虞歸晚微眯著眼,盯著公孫倩兒脖子的位置看了一會兒,然後食指打了個手勢。
“江西,把她脖子上的項鏈給我扒了。”
“是,少夫人。”
江西大步地走了過去,準備動手。
公孫倩兒下意識地捂住了脖子,眼神瞪著虞歸晚,“你憑什麼這麼做?這條項鏈是我的。”
虞歸晚勾了勾唇角,弧度冷漠,“哦?你確定是你的?”
公孫倩兒臉色白了白。
她當然不確定。
就連身上的禮服也都不是她的。
是公孫錦遠為了讓她能夠順利勾引到江聿懷準備的。
但她也知道,憑他們家的資金是沒有辦法全部買了下來。
不是說他們沒錢,隻是他們的錢都用來打好關係,自然所剩無幾。
“扒。

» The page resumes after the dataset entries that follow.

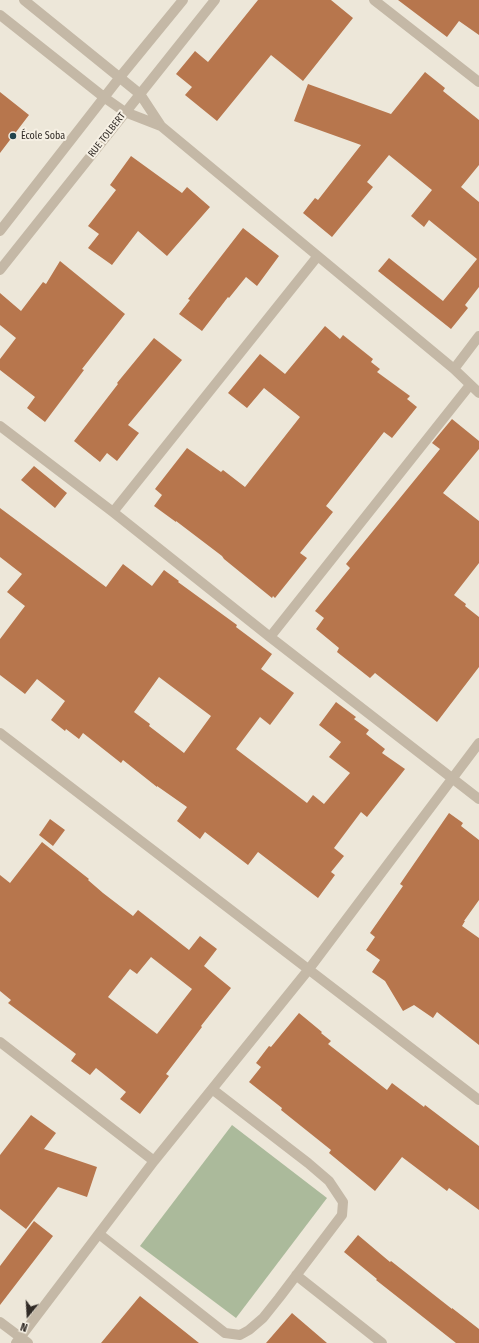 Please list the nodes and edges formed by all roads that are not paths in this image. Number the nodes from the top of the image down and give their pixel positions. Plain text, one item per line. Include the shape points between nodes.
1 (24, 0) edge
2 (183, 0) edge
3 (215, 0) edge
4 (374, 0) edge
5 (0, 15) edge
6 (120, 77) junction
7 (479, 82) edge
8 (140, 94) junction
9 (105, 98) junction
10 (125, 112) junction
11 (161, 126) junction
12 (0, 231) edge
13 (317, 257) junction
14 (0, 270) edge
15 (479, 336) edge
16 (454, 369) junction
17 (470, 385) junction
18 (479, 393) edge
19 (0, 426) edge
20 (113, 512) junction
21 (270, 637) junction
22 (0, 733) edge
23 (479, 743) edge
24 (453, 778) junction
25 (479, 799) edge
26 (309, 970) junction
27 (0, 1042) edge
28 (212, 1090) junction
29 (479, 1100) edge
30 (154, 1161) junction
31 (99, 1234) junction
32 (296, 1275) junction
33 (0, 1322) edge
34 (21, 1341) edge
35 (382, 1343) edge

1 - 6 street
2 - 6 street
3 - 8 street, RUE TOLBERT
4 - 7 street
5 - 9 street
6 - 8 street
6 - 9 street
8 - 10 street, RUE TOLBERT
8 - 11 street
9 - 10 street
9 - 12 street
10 - 11 street
10 - 14 street, RUE TOLBERT
11 - 13 street
13 - 16 street
13 - 20 street
15 - 16 street
16 - 17 street
17 - 18 street
17 - 21 street
19 - 20 street
20 - 21 street
21 - 24 street
22 - 26 street
23 - 24 street
24 - 25 street
24 - 26 street
26 - 28 street
26 - 29 street
27 - 30 street
28 - 30 street
28 - 32 street via 308,1163 329,1181 343,1202 342,1215
30 - 31 street
31 - 32 street via 225,1333 240,1335 249,1330 263,1318
31 - 34 street
32 - 35 street
33 - 34 street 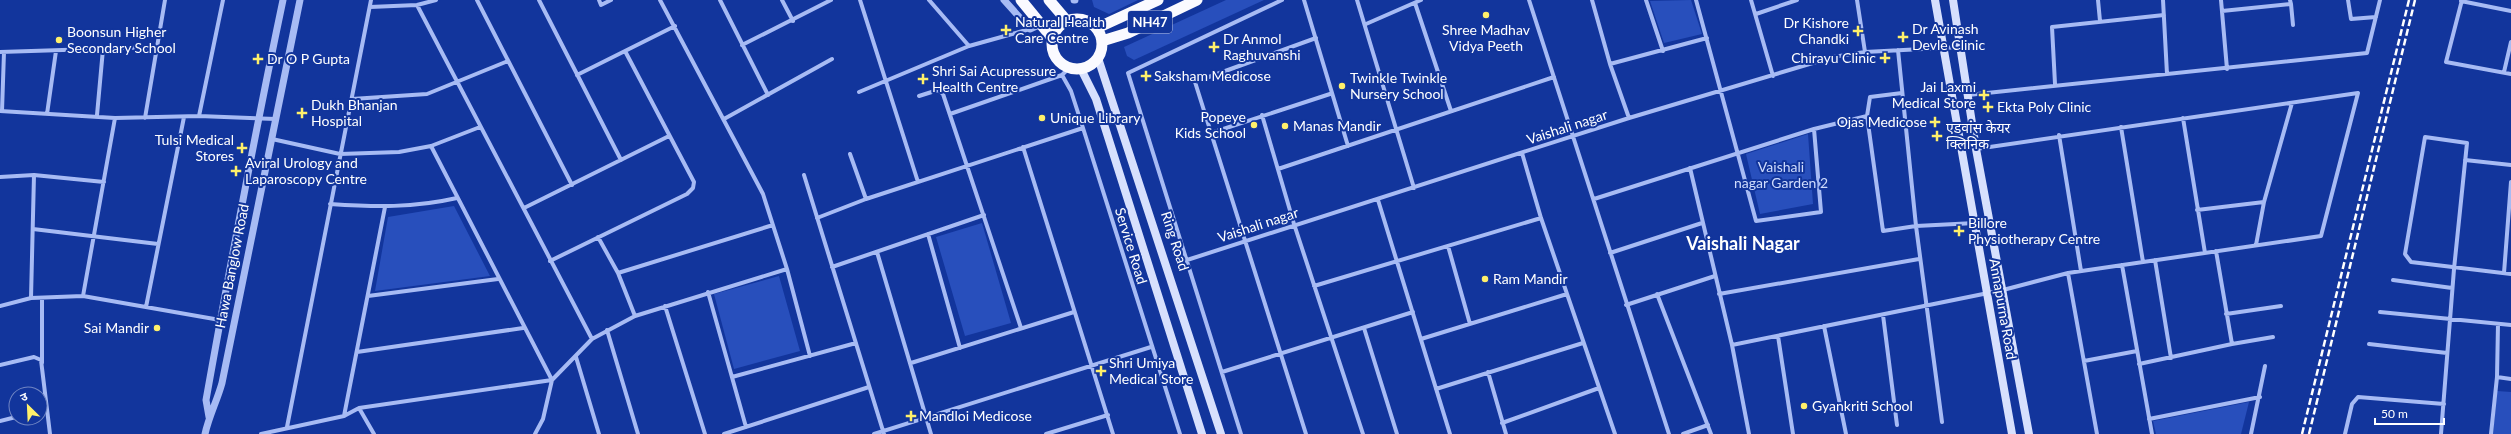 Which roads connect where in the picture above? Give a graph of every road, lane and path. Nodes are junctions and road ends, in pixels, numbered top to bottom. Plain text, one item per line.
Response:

”
虞歸晚冷聲吩咐。
她鮮少會這麼動怒的。
江聿懷握了握她的手,低聲安撫著,“我沒讓她靠近半分。”
但誰能想到這個詭計多端的女人竟然在身上的香水也下了功夫。
虞歸晚沒說話。
她當然知道公孫倩兒沒有靠近他。
否則,這個時候公孫倩兒恐怕也不能完好無損地站在那裡了。
江西一點都不會憐香惜玉,直接上手解開了項鏈。
“少夫人,這項鏈……”
他肯定不會直接給虞歸晚。
公孫倩兒戴過的東西,誰知道上麵會不會有什麼東西沾上了。
虞歸晚下巴指了指桌上,“放那兒吧。”
說實話,她嫌臟。
公孫倩兒見他們如此嫌棄,臉漲得通紅。
女生目光再次落到她的身上,勾起了一抹冷諷的弧度。
“膽子挺大的,我的男人也敢算計。”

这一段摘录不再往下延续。